Dabei sind es zurzeit vor allem die Uni-Kliniken, die Seltene Erkrankungen behandeln, da dort am ehesten nach Ursprüngen, Verläufen, Diagnose- und Therapiemethoden bestimmter seltener Krankheitsbilder geforscht wird. Denn anderswo wurden die Patienten längst aufgegeben. Doch diese Forschungsarbeit wird nicht ausrechend honoriert: 2013 haben 17 der 33 Kliniken rote Zahlen geschrieben, insgesamt ist ein Minusbetrag von 161 Millionen Euro aufgelaufen. In der Folge könnte die Entwicklung neuer Therapien dem Rotstift zum Opfer fallen, weil beispielsweise für die Durchführung von klinischen Tests kein Geld mehr vorhanden ist. Den Patienten wäre damit nicht gedient.

Wissen verknüpfen

Doch es gibt auch viele positive Impulse, durch immer mehr forschende Pharmaunternehmen, aber auch unter anderem durch den „Nationalen Aktionsplan für Menschen mit Seltenen Erkrankungen“, kurz NAMSE. Die 2010 gemeinsam von der Bundesregierung und den im Bereich Seltene Erkrankungen tätigen Selbsthilfeorganisationen entwickelte Initiative verfolgt als eines seiner wichtigsten Ziele die Forschungsförderung für diesen Bereich und möchte nationale und internationale Experten miteinander vernetzen. Das Bundesministerium für Bildung und Forschung, kurz BMBF, beteiligt sich unter anderem an deutschen und europäischen Forschungskooperationen mit bis zu 27 Millionen Euro bis zum Jahr 2018, bei denen zum Beispiel Krankheitsmechanismen und genetische Ursachen ergründet werden. 

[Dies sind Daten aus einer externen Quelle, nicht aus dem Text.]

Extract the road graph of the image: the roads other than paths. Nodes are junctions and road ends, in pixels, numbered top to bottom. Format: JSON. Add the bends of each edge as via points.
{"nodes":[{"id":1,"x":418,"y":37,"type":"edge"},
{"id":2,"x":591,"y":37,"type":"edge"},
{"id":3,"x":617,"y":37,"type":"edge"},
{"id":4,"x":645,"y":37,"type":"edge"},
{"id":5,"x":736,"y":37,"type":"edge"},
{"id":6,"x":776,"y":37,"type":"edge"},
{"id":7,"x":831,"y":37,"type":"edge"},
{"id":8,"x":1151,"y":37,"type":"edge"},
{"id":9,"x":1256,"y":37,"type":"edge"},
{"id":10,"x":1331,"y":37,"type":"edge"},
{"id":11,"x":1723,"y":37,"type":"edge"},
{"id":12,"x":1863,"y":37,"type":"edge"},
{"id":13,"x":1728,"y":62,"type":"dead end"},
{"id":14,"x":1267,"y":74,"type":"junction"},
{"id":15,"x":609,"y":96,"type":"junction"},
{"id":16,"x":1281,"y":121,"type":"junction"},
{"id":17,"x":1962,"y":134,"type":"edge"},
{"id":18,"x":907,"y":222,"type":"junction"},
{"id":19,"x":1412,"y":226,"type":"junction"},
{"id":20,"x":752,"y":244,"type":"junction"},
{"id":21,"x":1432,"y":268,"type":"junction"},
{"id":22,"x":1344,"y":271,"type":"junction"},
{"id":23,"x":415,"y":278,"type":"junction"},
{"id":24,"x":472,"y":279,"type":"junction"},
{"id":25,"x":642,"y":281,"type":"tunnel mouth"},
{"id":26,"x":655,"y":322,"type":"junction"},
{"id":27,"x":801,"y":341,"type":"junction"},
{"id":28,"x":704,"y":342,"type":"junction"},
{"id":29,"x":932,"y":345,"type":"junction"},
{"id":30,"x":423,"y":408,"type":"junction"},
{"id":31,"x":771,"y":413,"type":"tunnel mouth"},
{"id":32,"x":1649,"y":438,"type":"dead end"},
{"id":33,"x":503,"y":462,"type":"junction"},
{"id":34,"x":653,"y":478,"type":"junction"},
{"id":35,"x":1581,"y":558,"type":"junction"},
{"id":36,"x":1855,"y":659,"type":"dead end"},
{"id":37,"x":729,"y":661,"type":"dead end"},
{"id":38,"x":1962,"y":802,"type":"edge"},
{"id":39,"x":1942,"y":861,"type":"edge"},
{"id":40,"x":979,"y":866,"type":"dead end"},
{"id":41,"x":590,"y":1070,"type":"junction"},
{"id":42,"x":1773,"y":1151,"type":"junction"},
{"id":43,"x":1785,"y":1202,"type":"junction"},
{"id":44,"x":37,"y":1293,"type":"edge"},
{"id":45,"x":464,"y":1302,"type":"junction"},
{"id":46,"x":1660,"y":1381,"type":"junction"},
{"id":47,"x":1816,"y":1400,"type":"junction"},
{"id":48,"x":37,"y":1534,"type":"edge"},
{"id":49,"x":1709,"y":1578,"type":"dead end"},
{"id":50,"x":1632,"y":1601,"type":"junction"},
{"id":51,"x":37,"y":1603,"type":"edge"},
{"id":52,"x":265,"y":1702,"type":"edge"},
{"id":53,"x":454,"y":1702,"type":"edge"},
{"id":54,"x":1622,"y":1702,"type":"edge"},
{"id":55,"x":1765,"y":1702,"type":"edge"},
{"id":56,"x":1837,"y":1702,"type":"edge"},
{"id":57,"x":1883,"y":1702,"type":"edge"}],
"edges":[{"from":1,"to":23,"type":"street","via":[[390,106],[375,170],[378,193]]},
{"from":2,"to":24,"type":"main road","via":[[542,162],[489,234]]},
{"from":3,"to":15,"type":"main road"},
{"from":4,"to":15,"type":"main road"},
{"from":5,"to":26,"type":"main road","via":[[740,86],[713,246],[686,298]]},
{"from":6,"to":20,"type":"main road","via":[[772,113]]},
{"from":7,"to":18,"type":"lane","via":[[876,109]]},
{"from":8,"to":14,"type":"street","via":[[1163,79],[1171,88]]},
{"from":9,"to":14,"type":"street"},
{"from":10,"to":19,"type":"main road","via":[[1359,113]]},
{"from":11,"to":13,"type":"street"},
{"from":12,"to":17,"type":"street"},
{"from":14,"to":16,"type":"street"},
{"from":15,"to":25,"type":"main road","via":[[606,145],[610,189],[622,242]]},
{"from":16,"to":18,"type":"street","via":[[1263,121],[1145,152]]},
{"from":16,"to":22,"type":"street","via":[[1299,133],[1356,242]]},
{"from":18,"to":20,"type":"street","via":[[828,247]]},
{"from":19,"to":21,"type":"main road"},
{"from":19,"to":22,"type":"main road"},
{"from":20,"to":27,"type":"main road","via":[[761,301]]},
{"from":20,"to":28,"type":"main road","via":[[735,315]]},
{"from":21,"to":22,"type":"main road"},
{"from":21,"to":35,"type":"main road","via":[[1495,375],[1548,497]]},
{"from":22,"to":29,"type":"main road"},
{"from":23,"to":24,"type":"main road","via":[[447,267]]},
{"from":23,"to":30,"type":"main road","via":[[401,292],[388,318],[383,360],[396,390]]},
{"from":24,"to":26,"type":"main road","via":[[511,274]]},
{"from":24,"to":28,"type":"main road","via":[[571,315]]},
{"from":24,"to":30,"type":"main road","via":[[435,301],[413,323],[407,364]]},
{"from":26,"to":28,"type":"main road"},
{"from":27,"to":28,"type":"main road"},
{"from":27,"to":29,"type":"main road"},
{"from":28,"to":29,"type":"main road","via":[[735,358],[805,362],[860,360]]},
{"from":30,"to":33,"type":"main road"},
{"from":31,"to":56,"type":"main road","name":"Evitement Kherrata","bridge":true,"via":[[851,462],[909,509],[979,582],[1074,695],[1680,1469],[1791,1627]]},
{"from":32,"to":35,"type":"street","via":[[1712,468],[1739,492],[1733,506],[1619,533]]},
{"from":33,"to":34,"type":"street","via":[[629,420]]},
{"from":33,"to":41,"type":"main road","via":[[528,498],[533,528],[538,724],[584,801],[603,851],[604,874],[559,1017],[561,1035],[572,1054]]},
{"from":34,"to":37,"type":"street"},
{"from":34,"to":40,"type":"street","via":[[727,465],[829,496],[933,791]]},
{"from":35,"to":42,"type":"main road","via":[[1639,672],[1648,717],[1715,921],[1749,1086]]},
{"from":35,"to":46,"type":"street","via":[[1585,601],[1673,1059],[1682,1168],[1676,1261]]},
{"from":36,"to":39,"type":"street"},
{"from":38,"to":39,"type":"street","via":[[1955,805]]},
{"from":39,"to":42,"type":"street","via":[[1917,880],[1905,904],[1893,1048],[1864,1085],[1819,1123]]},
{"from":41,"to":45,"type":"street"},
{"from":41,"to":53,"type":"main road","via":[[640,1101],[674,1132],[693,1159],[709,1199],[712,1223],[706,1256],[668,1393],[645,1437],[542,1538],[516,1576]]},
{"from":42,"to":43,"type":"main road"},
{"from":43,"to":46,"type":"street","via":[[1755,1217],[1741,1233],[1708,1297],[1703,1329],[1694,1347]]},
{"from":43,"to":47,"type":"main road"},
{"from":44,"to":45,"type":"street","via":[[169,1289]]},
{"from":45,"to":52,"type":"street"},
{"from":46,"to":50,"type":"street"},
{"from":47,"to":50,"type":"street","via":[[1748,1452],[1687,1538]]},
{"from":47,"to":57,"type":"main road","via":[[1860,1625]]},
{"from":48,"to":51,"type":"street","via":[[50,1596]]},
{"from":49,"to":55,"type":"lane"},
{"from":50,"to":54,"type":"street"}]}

Wichtig ist auch die Zusammenführung von Wissen zu spezifischen Erkrankungen, damit systematisch geforscht werden kann und es schnellstmöglich zu am Patienten umsetzbaren Ergebnissen kommt – auch wenn nur wenige Menschen überhaupt für Forschungszwecke zur Verfügung stehen. Zurzeit gibt es zwölf dieser Forschungsverbünde, beispielsweise das Netzwerk für Mitochondriale Erkrankungen, das Netzwerk für Autoinflammatorische Syndrome bei Kindern und Jugendlichen oder das Netzwerk für Erbliche Netzhauterkrankungen. Über einen Zeitraum von drei Jahren gibt es für die unter der Bezeichnung „Research For Rare“ zusammengefassten Netzwerke vom BMBF eine finanzielle Unterstützung in Höhe von 20 Millionen Euro. 

Schnell mal ausgelesen

Viele Seltene Erkrankungen haben ihren Ursprung in einem genetischen Defekt. Hier setzt das „next generation sequenzing“ an: Eine neue Methode reduziert Aufwand und Kosten, in dem Millionen der winzigen DNA-Abschnitte parallel ausgelesen und nach bestimmten Fehlern untersucht werden. Sind sie lokalisiert, müssen ihre Funktionsweisen erforscht werden; Behandlungsansätze gibt es jedoch meist nur wenn klar ist, unter welchen Bedingungen die Zellen mutieren und was zum Auslösen der Symptome führt. Ein beschwerlicher Weg also – der den Betroffenen über kurz oder lang Nutzen bringen kann.